フットサルから考える『サポート』の重要性

ボールを失わなければ、自分たちの攻撃を続けることができる。ポゼッションサッカーを説明するとき、よく使われるセンテンスだ。ボールを失わず、大切にするということは、サッカー先進国では共通言語とさえなっている。ボールを大切にするサッカーをする上で大切なのは、味方の『サポートの意識』。今回はこのことについて書こうと思う。

 

フットサルは数的同数、サッカーは数的優位のスポーツといわれます。

 

フットサルは5対5、フィールドプレーヤーは4対4で、フィールド自体も狭いことから、マンツーマンが成立する。
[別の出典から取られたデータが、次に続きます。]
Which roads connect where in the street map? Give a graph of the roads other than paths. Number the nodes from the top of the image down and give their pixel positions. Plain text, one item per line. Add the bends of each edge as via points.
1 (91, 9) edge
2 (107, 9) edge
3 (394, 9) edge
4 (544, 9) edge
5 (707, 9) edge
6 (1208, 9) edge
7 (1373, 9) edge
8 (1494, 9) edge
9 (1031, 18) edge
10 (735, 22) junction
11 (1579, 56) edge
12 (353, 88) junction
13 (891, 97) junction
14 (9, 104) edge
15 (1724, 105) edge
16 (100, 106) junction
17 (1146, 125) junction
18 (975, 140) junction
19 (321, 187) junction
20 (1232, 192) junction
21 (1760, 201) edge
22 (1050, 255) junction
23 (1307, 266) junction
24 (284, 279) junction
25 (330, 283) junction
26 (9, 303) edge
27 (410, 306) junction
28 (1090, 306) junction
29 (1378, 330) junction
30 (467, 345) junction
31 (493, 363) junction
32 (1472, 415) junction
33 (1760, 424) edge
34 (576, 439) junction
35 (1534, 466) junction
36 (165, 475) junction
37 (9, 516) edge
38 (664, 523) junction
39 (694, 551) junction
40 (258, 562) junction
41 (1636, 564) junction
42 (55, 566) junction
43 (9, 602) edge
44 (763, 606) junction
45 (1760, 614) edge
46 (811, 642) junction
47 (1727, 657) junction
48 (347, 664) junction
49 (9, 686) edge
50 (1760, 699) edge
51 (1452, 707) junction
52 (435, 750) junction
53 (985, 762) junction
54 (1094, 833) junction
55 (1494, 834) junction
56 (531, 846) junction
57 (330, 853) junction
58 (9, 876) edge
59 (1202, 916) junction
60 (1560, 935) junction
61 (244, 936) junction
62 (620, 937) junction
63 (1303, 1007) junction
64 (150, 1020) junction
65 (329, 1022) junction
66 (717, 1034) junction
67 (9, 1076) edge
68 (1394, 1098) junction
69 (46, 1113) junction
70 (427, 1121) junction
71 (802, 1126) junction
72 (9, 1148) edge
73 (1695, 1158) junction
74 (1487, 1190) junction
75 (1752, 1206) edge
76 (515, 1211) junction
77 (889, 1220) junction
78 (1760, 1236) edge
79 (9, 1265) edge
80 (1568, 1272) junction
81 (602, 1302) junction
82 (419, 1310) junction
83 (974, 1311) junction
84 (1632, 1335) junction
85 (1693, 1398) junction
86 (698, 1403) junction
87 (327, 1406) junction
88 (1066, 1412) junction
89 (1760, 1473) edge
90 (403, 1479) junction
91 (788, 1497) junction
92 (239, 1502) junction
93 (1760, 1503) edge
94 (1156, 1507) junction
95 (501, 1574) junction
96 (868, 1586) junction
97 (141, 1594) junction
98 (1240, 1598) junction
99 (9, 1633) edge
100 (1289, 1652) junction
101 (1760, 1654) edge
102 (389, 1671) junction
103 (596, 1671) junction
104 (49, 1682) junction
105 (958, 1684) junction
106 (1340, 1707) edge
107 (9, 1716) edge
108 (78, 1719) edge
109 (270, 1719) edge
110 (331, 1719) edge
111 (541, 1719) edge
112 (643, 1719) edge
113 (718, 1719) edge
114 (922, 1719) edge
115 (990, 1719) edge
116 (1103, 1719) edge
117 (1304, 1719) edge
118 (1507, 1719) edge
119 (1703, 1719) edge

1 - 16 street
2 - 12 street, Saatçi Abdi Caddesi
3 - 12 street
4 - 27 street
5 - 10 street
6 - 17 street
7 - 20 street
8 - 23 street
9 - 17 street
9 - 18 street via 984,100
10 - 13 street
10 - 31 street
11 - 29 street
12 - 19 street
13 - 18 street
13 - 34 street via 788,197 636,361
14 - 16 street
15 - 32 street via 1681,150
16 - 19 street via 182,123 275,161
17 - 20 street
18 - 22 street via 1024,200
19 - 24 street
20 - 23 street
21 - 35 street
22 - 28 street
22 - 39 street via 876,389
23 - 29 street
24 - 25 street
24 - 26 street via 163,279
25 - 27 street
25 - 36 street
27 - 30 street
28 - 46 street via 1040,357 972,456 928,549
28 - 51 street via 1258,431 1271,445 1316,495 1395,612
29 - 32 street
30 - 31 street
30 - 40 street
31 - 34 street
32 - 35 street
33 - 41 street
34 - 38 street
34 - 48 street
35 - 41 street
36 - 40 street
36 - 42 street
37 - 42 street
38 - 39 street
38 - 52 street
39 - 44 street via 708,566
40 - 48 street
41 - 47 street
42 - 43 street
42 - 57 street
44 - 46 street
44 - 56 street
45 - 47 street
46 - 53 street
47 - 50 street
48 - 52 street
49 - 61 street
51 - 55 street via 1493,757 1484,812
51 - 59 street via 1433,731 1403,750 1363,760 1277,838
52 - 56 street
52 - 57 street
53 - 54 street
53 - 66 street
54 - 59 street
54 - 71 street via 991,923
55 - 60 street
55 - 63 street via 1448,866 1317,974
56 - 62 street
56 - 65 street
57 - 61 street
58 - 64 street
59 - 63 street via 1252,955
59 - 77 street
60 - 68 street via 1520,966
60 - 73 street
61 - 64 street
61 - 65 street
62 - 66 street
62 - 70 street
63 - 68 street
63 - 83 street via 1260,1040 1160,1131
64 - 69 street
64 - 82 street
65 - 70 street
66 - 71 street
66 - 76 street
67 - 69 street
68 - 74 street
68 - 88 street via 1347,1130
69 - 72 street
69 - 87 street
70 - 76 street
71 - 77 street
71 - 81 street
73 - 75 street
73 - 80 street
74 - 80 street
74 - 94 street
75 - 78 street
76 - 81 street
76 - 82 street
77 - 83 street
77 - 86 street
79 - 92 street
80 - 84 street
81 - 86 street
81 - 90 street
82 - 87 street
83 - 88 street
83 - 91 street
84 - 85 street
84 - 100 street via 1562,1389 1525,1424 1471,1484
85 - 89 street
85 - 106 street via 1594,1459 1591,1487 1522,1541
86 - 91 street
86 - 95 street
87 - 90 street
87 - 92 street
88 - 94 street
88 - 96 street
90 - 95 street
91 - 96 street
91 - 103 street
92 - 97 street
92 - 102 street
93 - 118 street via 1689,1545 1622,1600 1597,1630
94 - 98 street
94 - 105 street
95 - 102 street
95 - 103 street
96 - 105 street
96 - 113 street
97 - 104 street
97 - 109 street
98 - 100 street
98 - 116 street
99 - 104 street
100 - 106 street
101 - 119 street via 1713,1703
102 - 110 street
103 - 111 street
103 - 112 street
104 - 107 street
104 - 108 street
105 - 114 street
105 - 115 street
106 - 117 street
局面局面で1対1になっていれば、そう簡単に点を取られることはないし、チャレンジ&カバーの関係も、相手のフィールドプレーヤーは4人なので、数的同数が維持しやすい。

 

対してサッカーの場合、ピッチは広いし、11人対11人と人数が多いことから、どうやってボールの回りに人数をかけるのか、広いピッチを有効に使っていくのか、様々なアイデアが生まれる。

 

とは言え、局面での崩しはフットサルの論理的な方法が、サッカーでも非常に有効だったりするが、いかに数的優位な状況を好守ともに作るのかが重要になってくる。

 

フットサルもサッカーも、スペースがなく、パスコースもない状態で自陣深く追い込まれるのはピンチ。できるだけ自陣深くから相手ゴール近くへボールを運びたいところだ。

 

言うまでもないが、自陣深くで1対1の状況は、非常に危険となる。

 

常に大事なのは、縦のパスコースを作ることはもちろんだが、万が一のためにサポートに誰か入り、前が向けなかったり縦パスが入れられないときはサポートの位置でボールを受け、相手に取られにくいところへボールを運ぶ、というプレーが大切になる。

 

ところが、個人参加のフットサルなどに行くとしばしば、チームメイトが皆、前に行ってしまい、自陣深いところで相手と1対1になり、ボールを奪われてショートカウンターを受ける、というような場面が多発する。

 

自陣深いところでボールをまず止めてしまうというプレーがそもそもまずいが、サポートにだれも入らないという状況も、チームプレーとしては褒められたものではない。

 

サッカーもまったく同じで、ディフェンスラインからビルドアップするのに、パスコースを最終ラインで作っておかないと、相手フォワードに引っかけられてショートカウンターを受ける可能性がある。

 

ところが、サポートの意識をチームとして持っていないと、自分たちがボールを持った瞬間、我先にと皆、相手の裏を目がけて走り出し、パスコースがまったくなく、浮球で前に蹴るしかないような状況となってしまう。

 

文章で読むと「当たり前」と感じるが、実際にはJリーグなどを見ていても、サポートに入る意識の薄い状況がよく起こる。

 

また逆に、チームとして「ボールを大切にしよう」と考え、トレーニングを積んでいるチームは、サポートのない状況はまず起きないし、選手同士が意識しあい、幾つものパスコースを作る工夫をしている。

 

闇雲に前に走るのではなく、全体を見てお互いにサポートをしながら着実に前に進む。グラスルーツレベルでも、当たり前にそんなプレーができるようになれば、日本のサッカーは先進国に負けないレベルになるはずだ。